The public trustee manages close to $8 million in assets on behalf of Islanders deemed incapable of making their own financial decisions. In her 2017 report, auditor general Jane MacAdam found the office wasn't doing an adequate job tracking and protecting those assets.
Government told CBC the public trustee's office has made "significant progress" toward meeting financial reporting requirements since the auditor general raised concerns two years ago.
But Opposition finance critic Michele Beaton said she has "concerns whenever any of the offices don't meet the timeline set out in the [Financial Administration] Act."
"Especially for this department or for this office because we have to remember that this office is the advocate for P.E.I.'s most vulnerable people. These are people that truly have no one else to speak for them."
Missed deadline
Audited financial statements for the public trustee were not included in the province's public accounts released Oct. 31, as required under P.E.I.'s Financial Administration Act.

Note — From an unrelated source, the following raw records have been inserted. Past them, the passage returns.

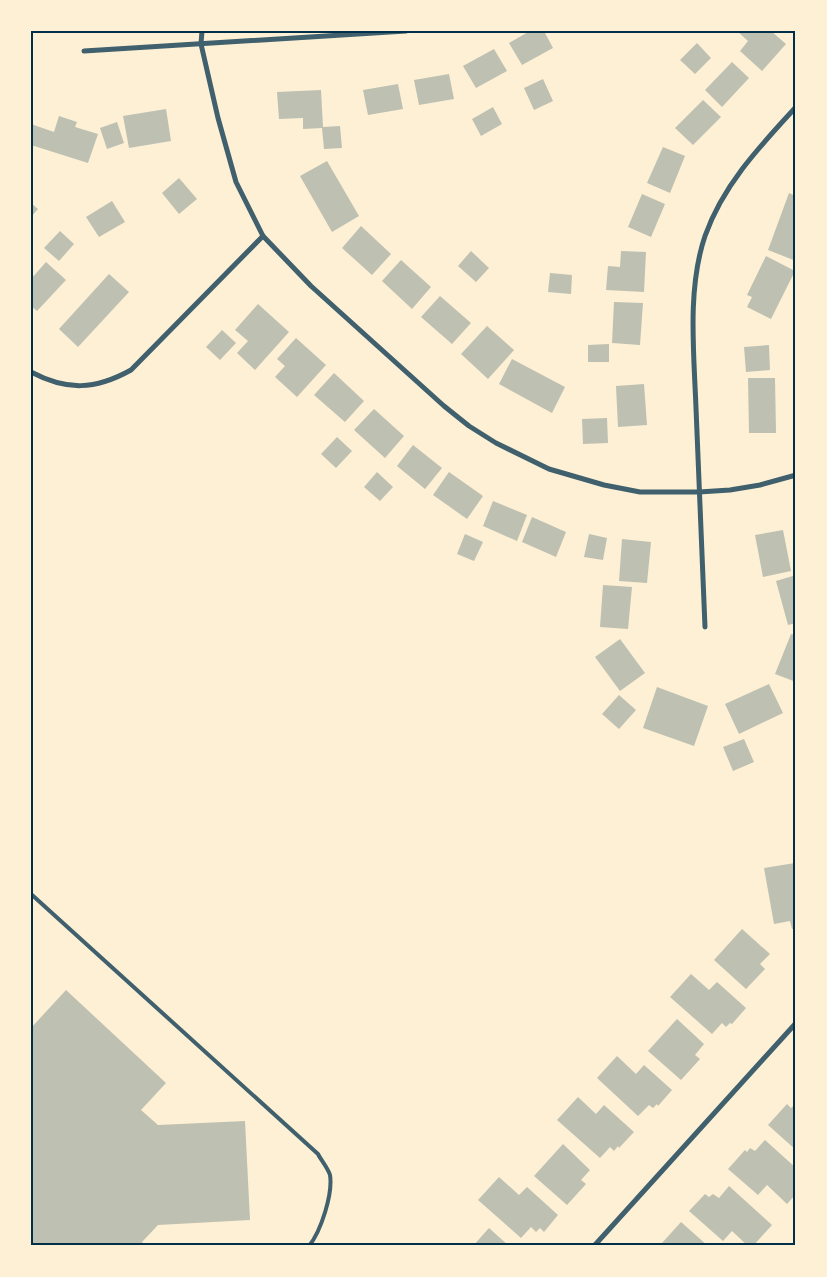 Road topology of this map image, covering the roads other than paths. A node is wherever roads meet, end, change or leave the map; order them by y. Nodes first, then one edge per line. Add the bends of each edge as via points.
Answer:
1 (202, 31) edge
2 (406, 31) edge
3 (201, 44) junction
4 (84, 51) dead end
5 (796, 107) edge
6 (263, 236) junction
7 (31, 372) edge
8 (796, 475) edge
9 (699, 492) junction
10 (704, 627) dead end
11 (31, 894) edge
12 (796, 1023) edge
13 (309, 1246) edge
14 (594, 1246) edge

1 - 3 street
2 - 3 street
3 - 4 street
3 - 6 street via 236,182
5 - 9 street via 736,178 719,206 698,261 693,318
6 - 7 street via 131,370 108,380 72,387
6 - 9 street via 311,286 403,370 469,426 496,443 549,469 595,483 640,492
8 - 9 street via 760,485
9 - 10 street
11 - 13 lane via 318,1154 330,1174 328,1198 316,1237
12 - 14 street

A number of other Crown corporations and government agencies also missed their financial reporting deadline this year. But a look through government's archives show that the public trustee's financial figures haven't met the deadline to be included in government's official books since 2011.
CBC obtained audited financials for 2016-17 from the province via email. The province said financial statements for 2017-18 and 2018-19 are still being audited by the auditor general.

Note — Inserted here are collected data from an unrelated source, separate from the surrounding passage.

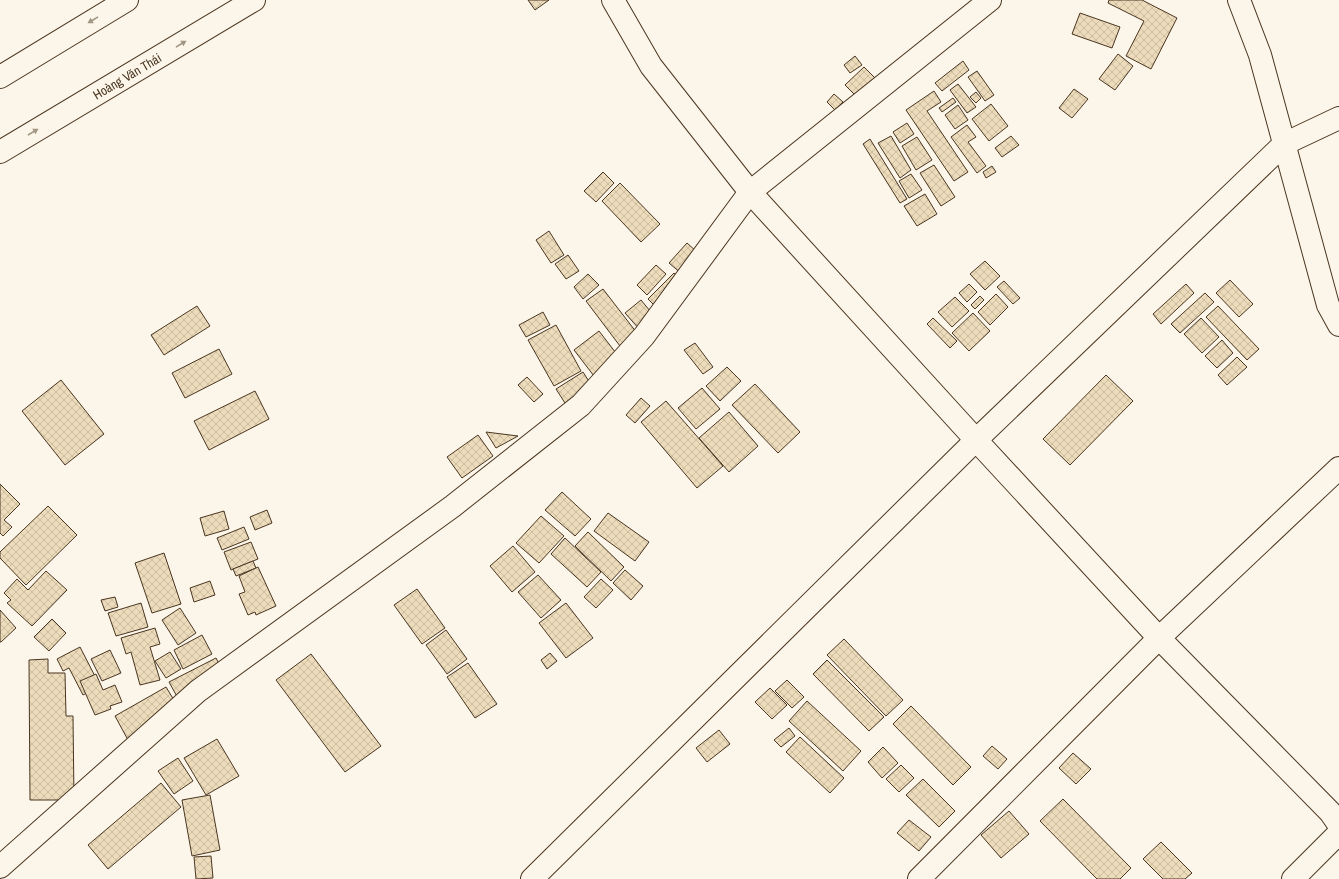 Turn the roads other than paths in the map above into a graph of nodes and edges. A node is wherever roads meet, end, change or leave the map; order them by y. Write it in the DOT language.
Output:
graph roads {
  1 [pos="127,0"];
  2 [pos="254,0"];
  3 [pos="613,0"];
  4 [pos="990,0"];
  5 [pos="1239,0"];
  6 [pos="0,77"];
  7 [pos="1339,118"];
  8 [pos="1284,144"];
  9 [pos="0,152"];
  10 [pos="750,192"];
  11 [pos="1339,325"];
  12 [pos="976,440"];
  13 [pos="1339,468"];
  14 [pos="1159,638"];
  15 [pos="1339,824"];
  16 [pos="1339,833"];
  17 [pos="0,867"];
  18 [pos="532,879"];
  19 [pos="919,879"];
  20 [pos="1293,879"];
  1 -- 6 [label="street, one-way"];
  9 -- 2 [label="street, Hoàng Văn Thái, one-way"];
  3 -- 10 [label="street"];
  4 -- 10 [label="street"];
  5 -- 8 [label="street"];
  7 -- 8 [label="street"];
  8 -- 11 [label="street"];
  8 -- 12 [label="street"];
  10 -- 12 [label="street"];
  10 -- 17 [label="street"];
  12 -- 14 [label="street"];
  12 -- 18 [label="street"];
  13 -- 14 [label="street"];
  14 -- 15 [label="street"];
  14 -- 19 [label="street"];
  16 -- 20 [label="street"];
}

CBC asked to interview the public trustee, and in response received an email from a communications officer for the department of justice and public safety.
The department said the staffing allocation for the public trustee's office has "more than doubled" since 2017, and that there have also been improvements in technology "to help streamline future financial reporting."
Qualified opinion on financial statements
In her 2017 report, MacAdam found client files with the office of the public trustee were sometimes missing basic information such as a complete list of assets held on their behalf.
She found there was a lack of documentation to support expenditures made on behalf of clients, and that large sums which could have been invested on behalf of clients, earning them income, was instead left sitting in bank accounts.
MacAdam provided a qualified opinion in the financial statements provided to CBC, effectively saying she could not verify the accuracy of the figures.
"It is not possible to verify by audit procedure that all client assets and liabilities, or the related receipts and disbursements, came under the administration of, or were recorded by, the public trustee," MacAdam wrote in her audit report.
"Accordingly, my verification of trust assets and liabilities was limited to those recorded in the accounts."
Opposition hopes government will act
Beaton said she's waiting for an update from the auditor general on her review of the public trustee, to be included in the AG's 2020 report.
The province says that report will show that 63 per cent of the auditor general's recommendations have been implemented, and that compliance will hit 91 per cent once a new software system is implemented.
Beaton also said the province's Public Accounts committee, of which she is chair, has asked government for an action plan on how to get all departments, boards and Crown corporations to meet their legislated deadlines for financial reporting.
She said for the public trustee to have missed that deadline for eight straight years — every year since 2011 — is "unacceptable … that's how I would absolutely define that."
She noted the PCs while in opposition expressed concerns around this which she now hopes they will act on as government.
"They now can put more accountability and transparency into their plans to try to bring them onside and I look forward to them doing that."